* [To do]:
Word for word, repeat the lines of the records from the first line up to and including the line that contains "static void text(double", passing over any pictures.

#### Study material

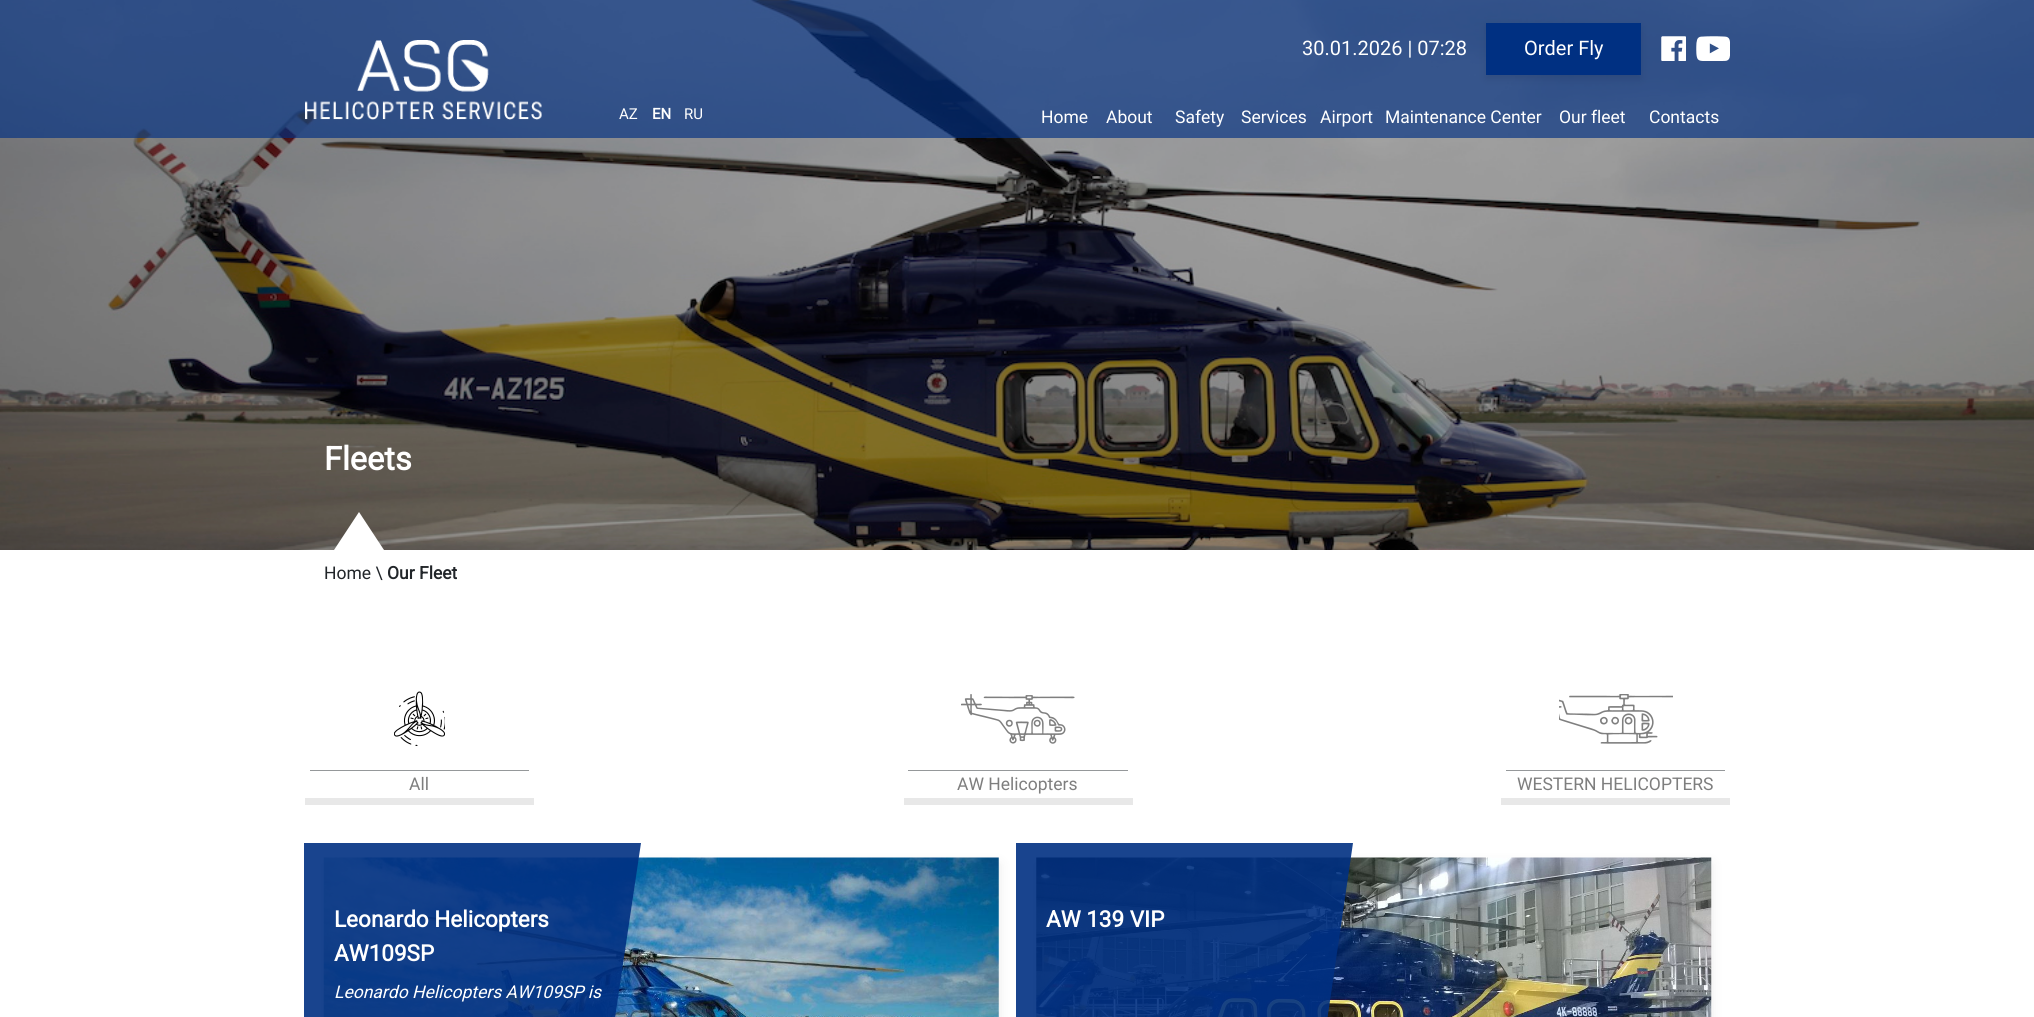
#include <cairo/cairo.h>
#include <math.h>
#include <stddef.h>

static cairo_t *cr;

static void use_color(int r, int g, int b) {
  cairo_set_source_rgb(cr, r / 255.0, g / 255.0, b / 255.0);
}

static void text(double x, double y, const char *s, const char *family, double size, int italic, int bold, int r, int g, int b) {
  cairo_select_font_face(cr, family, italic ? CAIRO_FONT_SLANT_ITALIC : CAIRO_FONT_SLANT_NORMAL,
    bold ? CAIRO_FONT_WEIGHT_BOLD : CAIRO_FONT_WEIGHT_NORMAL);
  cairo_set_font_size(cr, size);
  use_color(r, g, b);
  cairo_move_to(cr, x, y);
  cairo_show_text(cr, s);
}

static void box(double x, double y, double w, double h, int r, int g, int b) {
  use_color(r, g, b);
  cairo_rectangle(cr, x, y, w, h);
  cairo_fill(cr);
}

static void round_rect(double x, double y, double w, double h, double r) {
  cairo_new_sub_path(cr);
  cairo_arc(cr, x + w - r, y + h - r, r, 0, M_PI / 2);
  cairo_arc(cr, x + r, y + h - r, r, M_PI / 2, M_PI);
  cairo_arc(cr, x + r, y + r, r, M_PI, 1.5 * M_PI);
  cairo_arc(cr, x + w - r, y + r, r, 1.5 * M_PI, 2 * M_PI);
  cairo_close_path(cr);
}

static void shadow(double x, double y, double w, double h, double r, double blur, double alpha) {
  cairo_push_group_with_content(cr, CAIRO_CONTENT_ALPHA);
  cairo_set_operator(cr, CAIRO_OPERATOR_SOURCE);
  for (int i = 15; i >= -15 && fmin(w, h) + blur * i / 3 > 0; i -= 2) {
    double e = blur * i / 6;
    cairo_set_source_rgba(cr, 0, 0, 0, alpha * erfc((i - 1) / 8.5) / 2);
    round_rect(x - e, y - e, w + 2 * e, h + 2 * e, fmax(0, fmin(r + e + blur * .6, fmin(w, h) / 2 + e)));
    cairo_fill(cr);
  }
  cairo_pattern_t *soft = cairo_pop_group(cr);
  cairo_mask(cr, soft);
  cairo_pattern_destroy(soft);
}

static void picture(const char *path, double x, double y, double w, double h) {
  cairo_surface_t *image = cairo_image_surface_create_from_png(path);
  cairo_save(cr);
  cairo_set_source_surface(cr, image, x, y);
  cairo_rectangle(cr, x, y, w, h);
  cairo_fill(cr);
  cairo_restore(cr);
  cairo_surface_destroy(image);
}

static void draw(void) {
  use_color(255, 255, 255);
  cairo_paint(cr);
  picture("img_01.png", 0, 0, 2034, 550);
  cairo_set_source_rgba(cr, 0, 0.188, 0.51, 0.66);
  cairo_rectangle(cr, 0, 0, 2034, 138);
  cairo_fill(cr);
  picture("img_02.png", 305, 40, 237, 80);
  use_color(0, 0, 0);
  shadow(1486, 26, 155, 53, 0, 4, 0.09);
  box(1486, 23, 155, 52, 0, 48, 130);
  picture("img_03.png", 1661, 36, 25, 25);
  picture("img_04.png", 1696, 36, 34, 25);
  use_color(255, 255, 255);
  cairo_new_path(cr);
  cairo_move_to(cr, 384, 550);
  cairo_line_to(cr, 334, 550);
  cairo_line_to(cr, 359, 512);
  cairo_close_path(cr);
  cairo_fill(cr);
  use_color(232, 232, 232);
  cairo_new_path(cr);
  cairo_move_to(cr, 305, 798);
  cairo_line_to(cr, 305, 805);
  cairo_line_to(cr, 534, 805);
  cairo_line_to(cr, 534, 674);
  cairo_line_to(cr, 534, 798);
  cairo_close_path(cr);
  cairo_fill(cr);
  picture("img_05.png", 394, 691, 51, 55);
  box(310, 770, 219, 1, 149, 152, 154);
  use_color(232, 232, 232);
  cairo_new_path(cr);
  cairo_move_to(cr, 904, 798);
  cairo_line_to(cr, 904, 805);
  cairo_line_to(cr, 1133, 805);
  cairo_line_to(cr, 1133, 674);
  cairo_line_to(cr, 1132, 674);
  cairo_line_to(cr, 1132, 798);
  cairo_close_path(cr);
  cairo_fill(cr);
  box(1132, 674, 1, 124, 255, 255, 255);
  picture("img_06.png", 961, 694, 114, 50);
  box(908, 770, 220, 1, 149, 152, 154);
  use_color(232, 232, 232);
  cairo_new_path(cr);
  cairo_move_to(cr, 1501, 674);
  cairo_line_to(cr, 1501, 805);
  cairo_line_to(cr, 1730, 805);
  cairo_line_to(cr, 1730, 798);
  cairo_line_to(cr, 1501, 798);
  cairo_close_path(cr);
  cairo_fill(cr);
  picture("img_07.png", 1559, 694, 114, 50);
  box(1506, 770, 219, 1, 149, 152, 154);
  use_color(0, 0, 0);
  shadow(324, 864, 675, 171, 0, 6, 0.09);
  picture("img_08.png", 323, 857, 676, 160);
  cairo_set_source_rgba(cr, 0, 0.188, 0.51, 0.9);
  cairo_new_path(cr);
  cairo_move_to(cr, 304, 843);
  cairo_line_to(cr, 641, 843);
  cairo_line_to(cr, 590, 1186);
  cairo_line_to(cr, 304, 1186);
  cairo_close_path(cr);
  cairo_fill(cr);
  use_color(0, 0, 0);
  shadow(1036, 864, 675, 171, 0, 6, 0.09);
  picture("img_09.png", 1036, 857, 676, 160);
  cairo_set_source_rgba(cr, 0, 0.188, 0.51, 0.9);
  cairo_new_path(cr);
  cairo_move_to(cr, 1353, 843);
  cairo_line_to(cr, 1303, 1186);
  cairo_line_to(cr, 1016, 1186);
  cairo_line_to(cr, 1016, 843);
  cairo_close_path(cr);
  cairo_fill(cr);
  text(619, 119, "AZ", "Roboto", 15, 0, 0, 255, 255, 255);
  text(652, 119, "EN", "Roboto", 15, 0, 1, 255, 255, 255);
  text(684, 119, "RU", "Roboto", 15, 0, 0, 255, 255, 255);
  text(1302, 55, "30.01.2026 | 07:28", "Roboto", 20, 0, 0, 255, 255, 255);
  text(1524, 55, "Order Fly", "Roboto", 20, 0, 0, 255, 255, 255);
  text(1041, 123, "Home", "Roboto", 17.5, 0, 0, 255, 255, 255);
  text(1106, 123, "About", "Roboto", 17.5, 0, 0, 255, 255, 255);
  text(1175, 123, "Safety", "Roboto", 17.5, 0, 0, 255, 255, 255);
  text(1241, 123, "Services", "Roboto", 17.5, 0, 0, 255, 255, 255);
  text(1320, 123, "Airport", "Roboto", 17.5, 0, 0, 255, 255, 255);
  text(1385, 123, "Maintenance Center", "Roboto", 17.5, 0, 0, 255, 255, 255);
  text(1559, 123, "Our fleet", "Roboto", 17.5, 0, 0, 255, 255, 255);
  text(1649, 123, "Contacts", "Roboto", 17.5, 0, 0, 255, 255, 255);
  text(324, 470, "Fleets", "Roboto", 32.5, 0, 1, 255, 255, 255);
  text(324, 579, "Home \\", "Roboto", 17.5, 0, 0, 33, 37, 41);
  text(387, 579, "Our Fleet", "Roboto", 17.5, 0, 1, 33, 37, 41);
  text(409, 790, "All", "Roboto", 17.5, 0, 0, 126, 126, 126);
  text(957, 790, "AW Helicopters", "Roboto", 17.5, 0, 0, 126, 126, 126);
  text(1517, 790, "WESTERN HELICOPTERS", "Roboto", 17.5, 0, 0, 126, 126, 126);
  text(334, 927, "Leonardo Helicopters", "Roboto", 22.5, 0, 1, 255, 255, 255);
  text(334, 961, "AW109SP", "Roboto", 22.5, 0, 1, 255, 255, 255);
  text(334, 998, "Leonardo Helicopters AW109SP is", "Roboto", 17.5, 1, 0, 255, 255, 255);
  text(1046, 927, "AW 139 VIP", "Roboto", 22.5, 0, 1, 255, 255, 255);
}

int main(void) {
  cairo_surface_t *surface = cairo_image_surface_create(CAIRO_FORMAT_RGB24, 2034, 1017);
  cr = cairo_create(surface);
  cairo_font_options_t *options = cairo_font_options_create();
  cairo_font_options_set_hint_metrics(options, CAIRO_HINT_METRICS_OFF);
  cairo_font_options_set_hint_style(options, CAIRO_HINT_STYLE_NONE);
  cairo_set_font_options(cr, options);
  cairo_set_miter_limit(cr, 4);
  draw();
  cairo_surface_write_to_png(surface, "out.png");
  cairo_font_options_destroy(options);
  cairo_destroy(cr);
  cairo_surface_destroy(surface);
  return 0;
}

########

* [Task response]:
#include <cairo/cairo.h>
#include <math.h>
#include <stddef.h>

static cairo_t *cr;

static void use_color(int r, int g, int b) {
  cairo_set_source_rgb(cr, r / 255.0, g / 255.0, b / 255.0);
}

static void text(double x, double y, const char *s, const char *family, double size, int italic, int bold, int r, int g, int b) {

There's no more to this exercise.